Marcos, come Zorro
In America latina si stanno spegnendo le vecchie guerriglie di stampo marxista-leninista. In Salvador nel 1992, dopo dodici anni di scontri che hanno fatto settantacinquemila morti, la guerriglia è rientrata nella società civile e si sono svolte libere elezioni. Quest`anno speriamo sia la volta del Guatemala, che conta la più vecchia guerriglia del continente, attiva dal 1962. Tutte queste guerriglie sono state provocate da dittature militari e autoritarie e dalle ingiustizie sociali che colpiscono le popolazioni indigene e contadine. Ma si ispiravano a modelli marxisti-leninisti altrettanto autoritari.
Mentre la vecchia guerriglia (fortunatamente) deperisce, una nuova guerriglia è sorta nel Chiapas, nel Sud del Messico. Il 1o gennaio 1994 è insorto l`Ezln (Esercito zapatista di liberazione nazionale) formato da indigeni tzotzil, tzeltal, tojolabal, chol. Hanno dichiarato che preferiscono morire con le armi che di malattie.
Il Chiapas è lo stato più a Sud della federazione messicana, con grandi ricchezze e anche grande povertà . Produce più di metà dell`energia elettrica dell`intero Messico, ha forti riserve di petrolio, coltiva caffè, cacao, canna da zucchero nelle piantagioni moderne; ma gli indigeni, tutti discendenti dai maya e dalla loro antica civiltà , sopravvivono ` quando ci riescono ` con coltivazioni marginali di mais e fagioli: quindicimila di loro muoiono ogni anno per infezioni intestinali o respiratorie, che sarebbero facilmente curabili. Questo spiega l`esplosione insurrezionale.
La guerriglia è però durata solo dodici giorni, con duecento morti. Dopo sono iniziate le trattative con il governo, che ancora continuano. Mediatore è il vescovo di San Cristobal de Las Casas, don Samuel Ruiz. Uno di quei vescovi cattolici che sono veramente «padri» ` «tatic», in lingua tzotzil ` per il loro popolo. Nel 1974 promosse il «primo congresso indigenista», dal quale le varie comunità indios iniziarono a prendere coscienza delle loro radici e dei loro diritti.

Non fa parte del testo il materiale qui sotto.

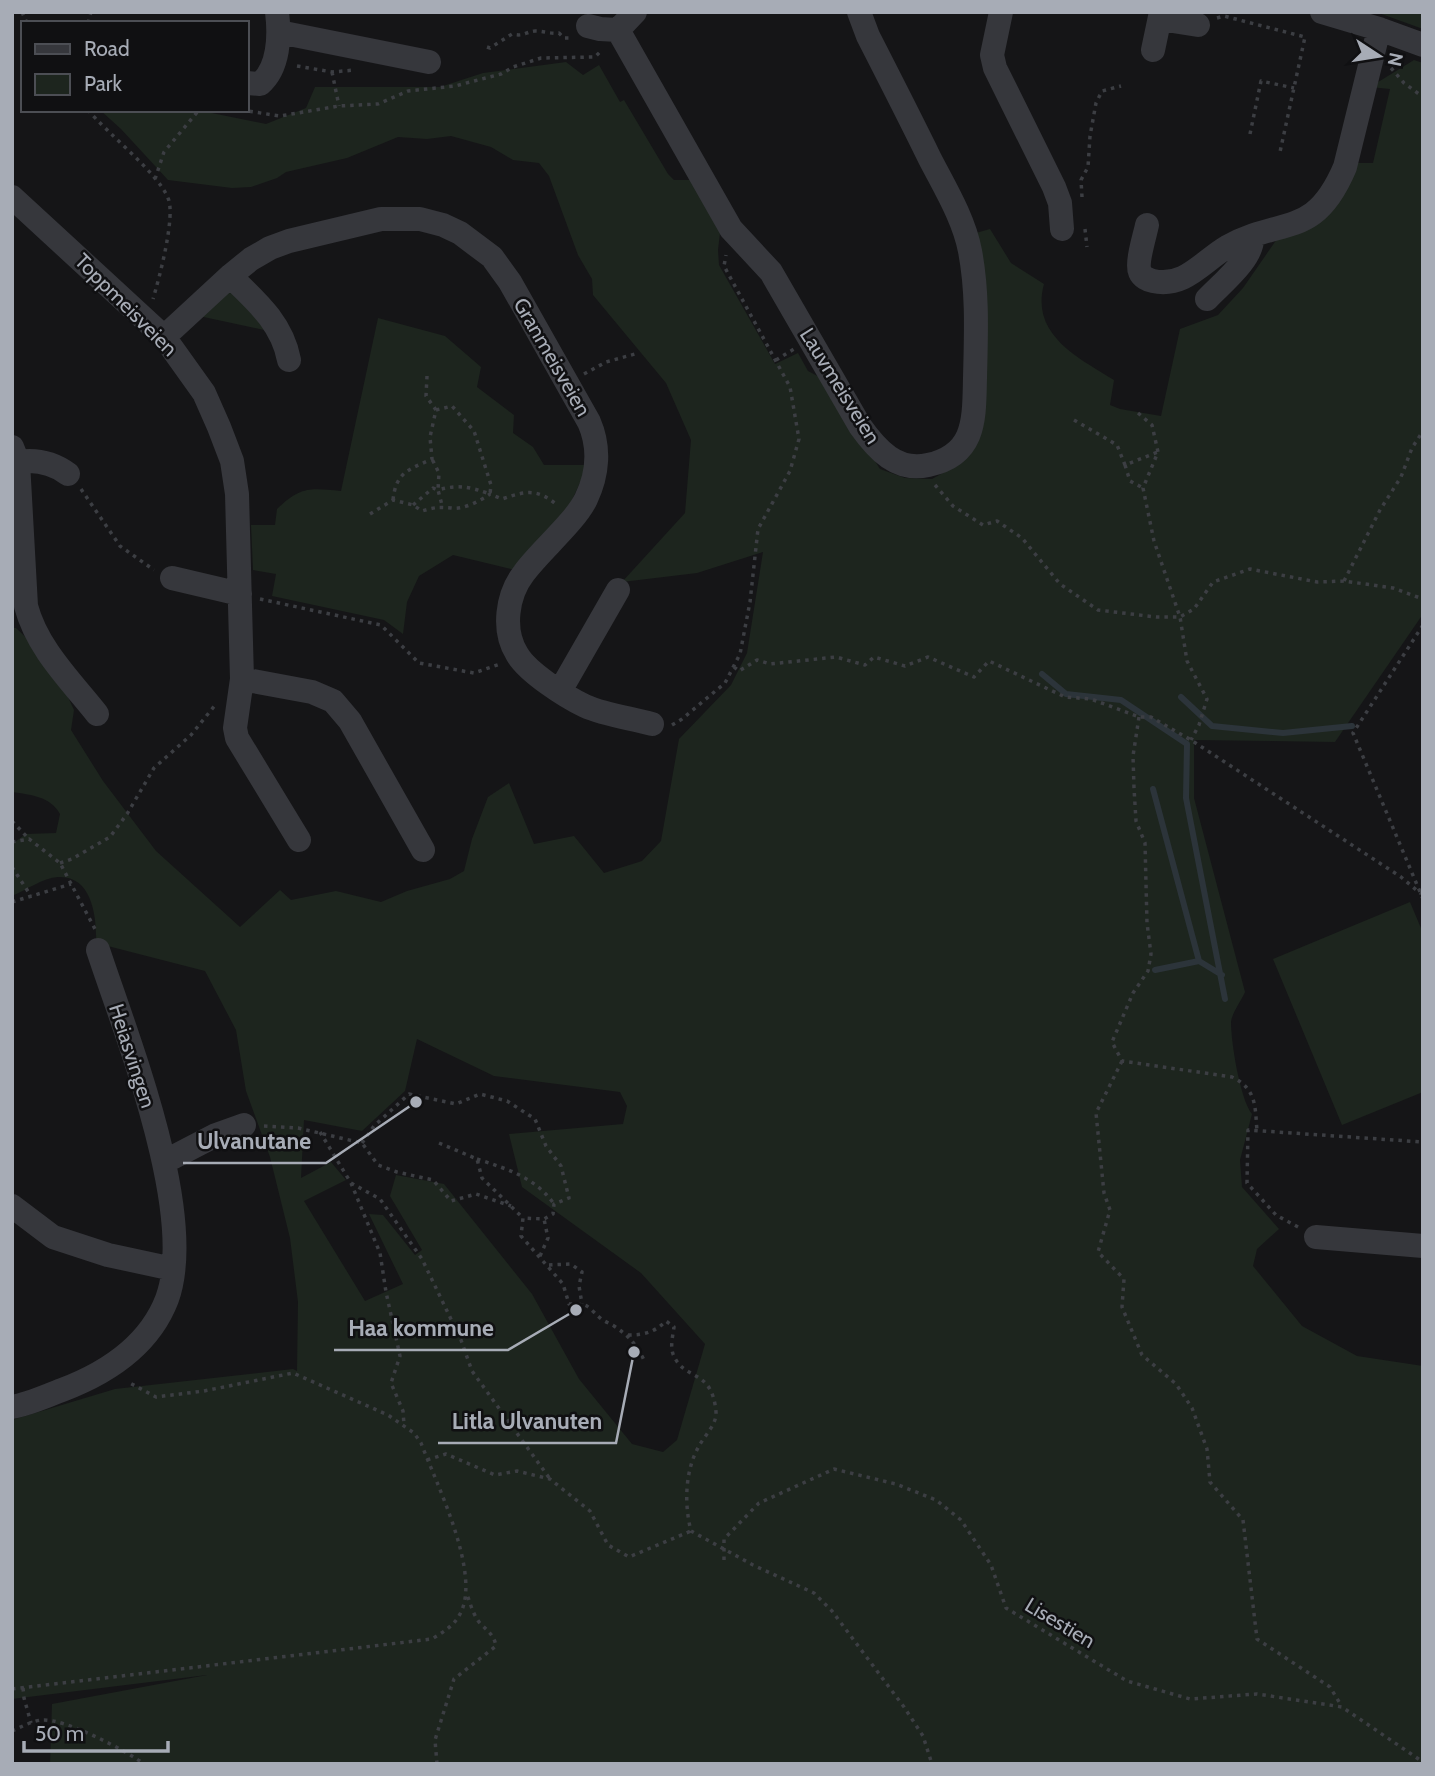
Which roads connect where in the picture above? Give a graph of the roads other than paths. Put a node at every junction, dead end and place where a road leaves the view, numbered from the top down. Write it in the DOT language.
graph roads {
  1 [pos="635,12"];
  2 [pos="859,12"];
  3 [pos="1001,12"];
  4 [pos="1322,12"];
  5 [pos="1160,16"];
  6 [pos="276,19"];
  7 [pos="1198,25"];
  8 [pos="618,30"];
  9 [pos="584,32"];
  10 [pos="1377,35"];
  11 [pos="1423,45"];
  12 [pos="255,49"];
  13 [pos="1153,50"];
  14 [pos="429,61"];
  15 [pos="248,83"];
  16 [pos="12,197"];
  17 [pos="1073,225"];
  18 [pos="1147,225"];
  19 [pos="1252,237"];
  20 [pos="230,276"];
  21 [pos="1207,299"];
  22 [pos="155,329"];
  23 [pos="289,360"];
  24 [pos="15,455"];
  25 [pos="68,474"];
  26 [pos="172,578"];
  27 [pos="618,590"];
  28 [pos="240,594"];
  29 [pos="242,679"];
  30 [pos="560,691"];
  31 [pos="97,714"];
  32 [pos="652,724"];
  33 [pos="299,840"];
  34 [pos="423,850"];
  35 [pos="98,950"];
  36 [pos="244,1125"];
  37 [pos="164,1162"];
  38 [pos="12,1206"];
  39 [pos="1316,1237"];
  40 [pos="1423,1246"];
  41 [pos="173,1269"];
  42 [pos="12,1407"];
  1 -- 8 [label="street"];
  2 -- 8 [label="street, Lauvmeisveien"];
  3 -- 17 [label="street"];
  4 -- 10 [label="street"];
  5 -- 7 [label="street"];
  5 -- 13 [label="street"];
  6 -- 12 [label="street"];
  6 -- 14 [label="street"];
  6 -- 15 [label="street"];
  8 -- 9 [label="street"];
  10 -- 11 [label="street"];
  10 -- 19 [label="street"];
  16 -- 22 [label="street, Toppmeisveien"];
  18 -- 19 [label="street"];
  19 -- 21 [label="street"];
  20 -- 22 [label="street, Granmeisveien"];
  20 -- 23 [label="street"];
  20 -- 30 [label="street, Granmeisveien"];
  22 -- 28 [label="street, Toppmeisveien"];
  24 -- 25 [label="street"];
  24 -- 31 [label="street"];
  26 -- 28 [label="street"];
  27 -- 30 [label="street"];
  28 -- 29 [label="street, Toppmeisveien"];
  29 -- 33 [label="street, Toppmeisveien"];
  29 -- 34 [label="street"];
  30 -- 32 [label="street"];
  35 -- 37 [label="street, Heiasvingen"];
  36 -- 37 [label="street"];
  37 -- 41 [label="street, Heiasvingen"];
  38 -- 41 [label="street"];
  39 -- 40 [label="street"];
  41 -- 42 [label="street, Heiasvingen"];
}
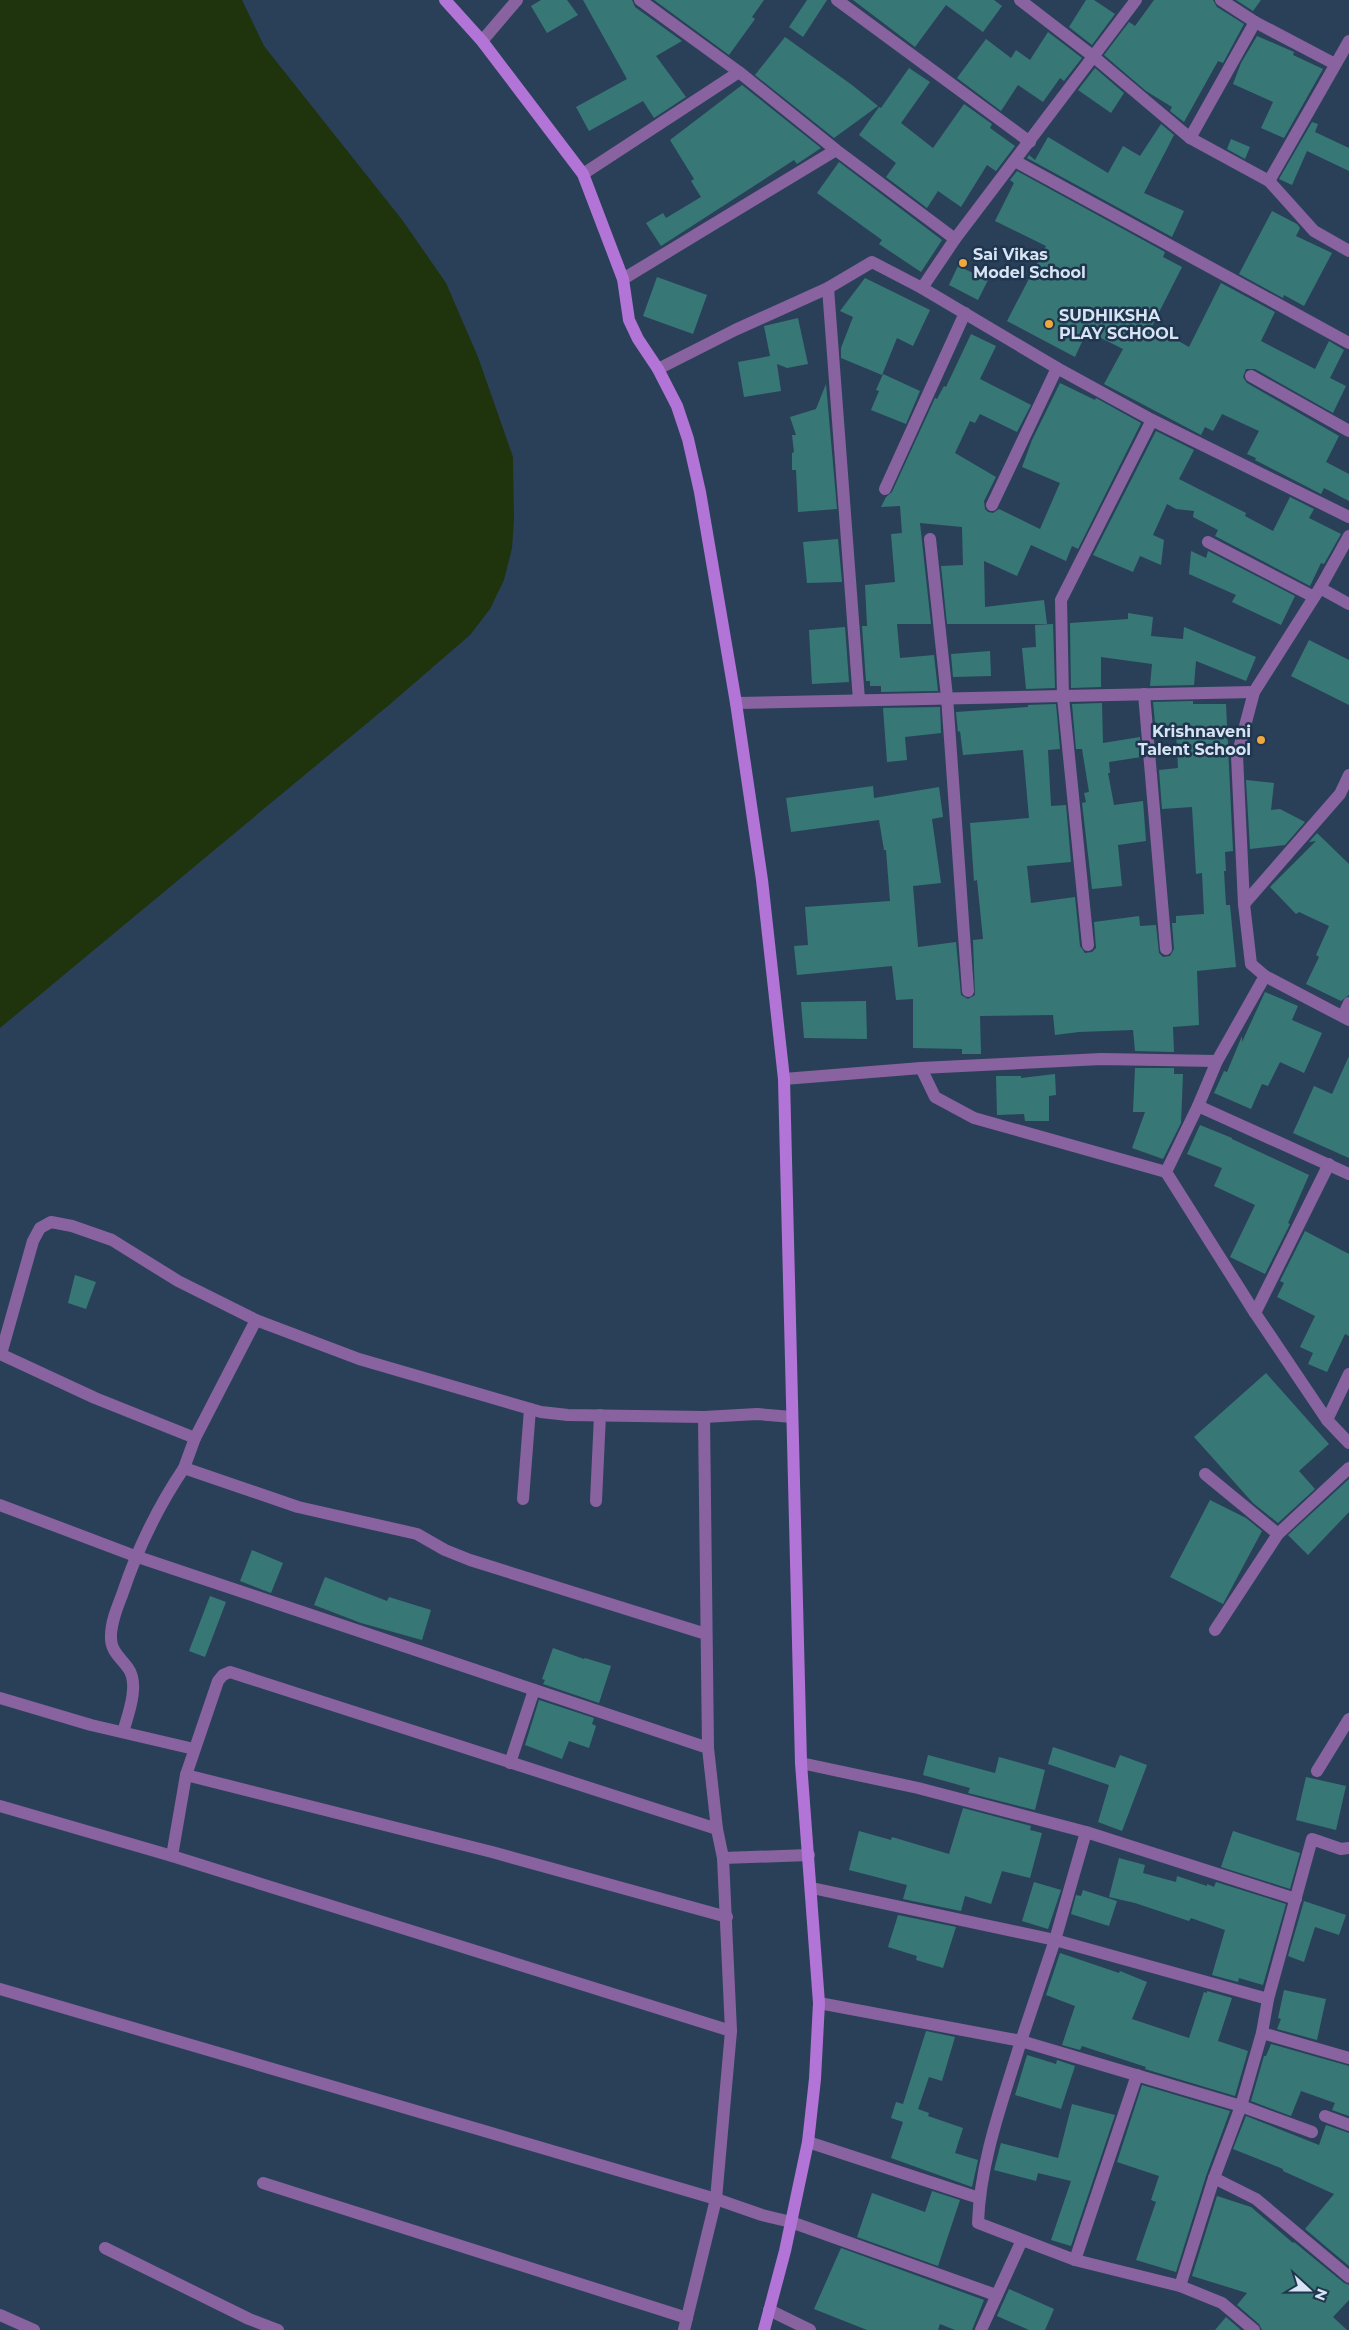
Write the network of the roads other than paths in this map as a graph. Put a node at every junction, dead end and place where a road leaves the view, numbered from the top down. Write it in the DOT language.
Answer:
graph roads {
  1 [pos="445,0"];
  2 [pos="517,0"];
  3 [pos="640,0"];
  4 [pos="837,0"];
  5 [pos="1020,0"];
  6 [pos="1136,0"];
  7 [pos="1221,0"];
  8 [pos="1255,22"];
  9 [pos="482,41"];
  10 [pos="1349,41"];
  11 [pos="1094,57"];
  12 [pos="1335,64"];
  13 [pos="740,72"];
  14 [pos="1190,138"];
  15 [pos="1030,142"];
  16 [pos="836,150"];
  17 [pos="1015,161"];
  18 [pos="583,174"];
  19 [pos="1269,181"];
  20 [pos="956,239"];
  21 [pos="1349,251"];
  22 [pos="623,279"];
  23 [pos="828,288"];
  24 [pos="922,288"];
  25 [pos="965,314"];
  26 [pos="1349,343"];
  27 [pos="1057,368"];
  28 [pos="658,369"];
  29 [pos="1251,376"];
  30 [pos="1152,420"];
  31 [pos="1349,431"];
  32 [pos="884,489"];
  33 [pos="992,505"];
  34 [pos="1349,517"];
  35 [pos="1349,536"];
  36 [pos="930,540"];
  37 [pos="1208,542"];
  38 [pos="1317,593"];
  39 [pos="1349,604"];
  40 [pos="1254,692"];
  41 [pos="1144,694"];
  42 [pos="947,697"];
  43 [pos="1063,697"];
  44 [pos="859,700"];
  45 [pos="736,703"];
  46 [pos="1349,775"];
  47 [pos="1244,904"];
  48 [pos="1088,946"];
  49 [pos="1166,949"];
  50 [pos="1265,976"];
  51 [pos="968,991"];
  52 [pos="1349,1003"];
  53 [pos="1346,1018"];
  54 [pos="1217,1061"];
  55 [pos="921,1068"];
  56 [pos="784,1080"];
  57 [pos="1198,1106"];
  58 [pos="1329,1164"];
  59 [pos="1166,1172"];
  60 [pos="1349,1174"];
  61 [pos="1255,1313"];
  62 [pos="256,1320"];
  63 [pos="1,1354"];
  64 [pos="1349,1374"];
  65 [pos="530,1408"];
  66 [pos="600,1415"];
  67 [pos="704,1417"];
  68 [pos="792,1417"];
  69 [pos="1327,1420"];
  70 [pos="195,1438"];
  71 [pos="1349,1444"];
  72 [pos="184,1468"];
  73 [pos="1349,1468"];
  74 [pos="1205,1474"];
  75 [pos="523,1499"];
  76 [pos="596,1502"];
  77 [pos="0,1506"];
  78 [pos="1278,1534"];
  79 [pos="135,1556"];
  80 [pos="1215,1630"];
  81 [pos="706,1634"];
  82 [pos="534,1690"];
  83 [pos="0,1698"];
  84 [pos="1349,1719"];
  85 [pos="123,1732"];
  86 [pos="708,1748"];
  87 [pos="194,1749"];
  88 [pos="510,1762"];
  89 [pos="802,1763"];
  90 [pos="1317,1772"];
  91 [pos="186,1775"];
  92 [pos="0,1806"];
  93 [pos="717,1829"];
  94 [pos="1086,1832"];
  95 [pos="1349,1848"];
  96 [pos="808,1855"];
  97 [pos="172,1856"];
  98 [pos="723,1858"];
  99 [pos="812,1888"];
  100 [pos="1296,1899"];
  101 [pos="727,1917"];
  102 [pos="1055,1940"];
  103 [pos="0,1988"];
  104 [pos="1268,1999"];
  105 [pos="819,2003"];
  106 [pos="731,2031"];
  107 [pos="1262,2033"];
  108 [pos="1021,2041"];
  109 [pos="1349,2058"];
  110 [pos="1137,2075"];
  111 [pos="1241,2106"];
  112 [pos="1325,2116"];
  113 [pos="1349,2125"];
  114 [pos="1312,2132"];
  115 [pos="808,2142"];
  116 [pos="1214,2178"];
  117 [pos="263,2183"];
  118 [pos="979,2198"];
  119 [pos="716,2199"];
  120 [pos="791,2222"];
  121 [pos="1022,2240"];
  122 [pos="105,2248"];
  123 [pos="1075,2260"];
  124 [pos="1349,2277"];
  125 [pos="1180,2286"];
  126 [pos="996,2294"];
  127 [pos="769,2310"];
  128 [pos="0,2315"];
  129 [pos="685,2324"];
  130 [pos="34,2330"];
  131 [pos="278,2330"];
  132 [pos="764,2330"];
  133 [pos="810,2330"];
  134 [pos="981,2330"];
  135 [pos="1254,2330"];
  1 -- 9 [label="street"];
  2 -- 9 [label="street"];
  3 -- 13 [label="street"];
  4 -- 15 [label="street"];
  5 -- 11 [label="street"];
  6 -- 11 [label="street"];
  7 -- 8 [label="street"];
  8 -- 12 [label="street"];
  8 -- 14 [label="street"];
  9 -- 18 [label="street"];
  10 -- 12 [label="street"];
  11 -- 14 [label="street"];
  11 -- 15 [label="street"];
  12 -- 19 [label="street"];
  13 -- 16 [label="street"];
  13 -- 18 [label="street"];
  14 -- 19 [label="street"];
  15 -- 17 [label="street"];
  16 -- 20 [label="street"];
  16 -- 22 [label="street"];
  17 -- 20 [label="street"];
  17 -- 26 [label="street"];
  18 -- 22 [label="street"];
  19 -- 21 [label="street"];
  20 -- 24 [label="street"];
  22 -- 28 [label="street"];
  23 -- 24 [label="street"];
  23 -- 28 [label="street"];
  23 -- 44 [label="street"];
  24 -- 25 [label="street"];
  25 -- 27 [label="street"];
  25 -- 32 [label="street"];
  27 -- 30 [label="street"];
  27 -- 33 [label="street"];
  28 -- 45 [label="street"];
  29 -- 31 [label="street"];
  30 -- 34 [label="street"];
  30 -- 43 [label="street"];
  35 -- 38 [label="street"];
  36 -- 42 [label="street"];
  37 -- 38 [label="street"];
  38 -- 39 [label="street"];
  38 -- 40 [label="street"];
  40 -- 41 [label="street"];
  40 -- 47 [label="street"];
  41 -- 43 [label="street"];
  41 -- 49 [label="street"];
  42 -- 43 [label="street"];
  42 -- 44 [label="street"];
  42 -- 51 [label="street"];
  43 -- 48 [label="street"];
  44 -- 45 [label="street"];
  45 -- 56 [label="street"];
  46 -- 47 [label="street"];
  47 -- 50 [label="street"];
  50 -- 53 [label="street"];
  50 -- 54 [label="street"];
  52 -- 53 [label="street"];
  54 -- 55 [label="street"];
  54 -- 57 [label="street"];
  55 -- 56 [label="street"];
  55 -- 59 [label="street"];
  56 -- 68 [label="street"];
  57 -- 58 [label="street"];
  57 -- 59 [label="street"];
  58 -- 60 [label="street"];
  58 -- 61 [label="street"];
  59 -- 61 [label="street"];
  61 -- 69 [label="street"];
  62 -- 63 [label="street"];
  62 -- 65 [label="street"];
  62 -- 70 [label="street"];
  63 -- 70 [label="street"];
  64 -- 69 [label="street"];
  65 -- 66 [label="street"];
  65 -- 75 [label="street"];
  66 -- 67 [label="street"];
  66 -- 76 [label="street"];
  67 -- 68 [label="street"];
  67 -- 81 [label="street"];
  68 -- 89 [label="street"];
  69 -- 71 [label="street"];
  70 -- 72 [label="street"];
  72 -- 79 [label="street"];
  72 -- 81 [label="street"];
  73 -- 78 [label="street"];
  74 -- 78 [label="street"];
  77 -- 79 [label="street"];
  78 -- 80 [label="street"];
  79 -- 82 [label="street"];
  79 -- 85 [label="street"];
  81 -- 86 [label="street"];
  82 -- 86 [label="street"];
  82 -- 88 [label="street"];
  83 -- 85 [label="street"];
  84 -- 90 [label="street"];
  85 -- 87 [label="street"];
  86 -- 93 [label="street"];
  87 -- 88 [label="street"];
  87 -- 91 [label="street"];
  88 -- 93 [label="street"];
  89 -- 94 [label="street"];
  89 -- 96 [label="street"];
  91 -- 97 [label="street"];
  91 -- 101 [label="street"];
  92 -- 97 [label="street"];
  93 -- 98 [label="street"];
  94 -- 100 [label="street"];
  94 -- 102 [label="street"];
  95 -- 100 [label="street"];
  96 -- 98 [label="street"];
  96 -- 99 [label="street"];
  97 -- 106 [label="street"];
  98 -- 101 [label="street"];
  99 -- 102 [label="street"];
  99 -- 105 [label="street"];
  100 -- 104 [label="street"];
  101 -- 106 [label="street"];
  102 -- 104 [label="street"];
  102 -- 108 [label="street"];
  103 -- 119 [label="street"];
  104 -- 107 [label="street"];
  105 -- 108 [label="street"];
  105 -- 115 [label="street"];
  106 -- 119 [label="street"];
  107 -- 109 [label="street"];
  107 -- 111 [label="street"];
  108 -- 110 [label="street"];
  108 -- 118 [label="street"];
  110 -- 111 [label="street"];
  110 -- 123 [label="street"];
  111 -- 114 [label="street"];
  111 -- 116 [label="street"];
  112 -- 113 [label="street"];
  115 -- 118 [label="street"];
  115 -- 120 [label="street"];
  116 -- 124 [label="street"];
  116 -- 125 [label="street"];
  117 -- 129 [label="street"];
  118 -- 121 [label="street"];
  119 -- 120 [label="street"];
  119 -- 129 [label="street"];
  120 -- 126 [label="street"];
  120 -- 127 [label="street"];
  121 -- 123 [label="street"];
  121 -- 126 [label="street"];
  122 -- 131 [label="street"];
  123 -- 125 [label="street"];
  125 -- 135 [label="street"];
  126 -- 134 [label="street"];
  127 -- 132 [label="street"];
  127 -- 133 [label="street"];
  128 -- 130 [label="street"];
}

La nuova guerriglia si distingue dalla vecchia per molti aspetti: ha rinunciato all`ideologia marxista-leninista (pur professata all`inizio da alcuni intellettuali arrivati in Chiapas da Città del Messico), non si propone di conquistare il potere, dichiara sin da ora di voler deporre le armi appena avrà strappato, col negoziato, conquiste per le comunità indigene e per la democrazia nel paese.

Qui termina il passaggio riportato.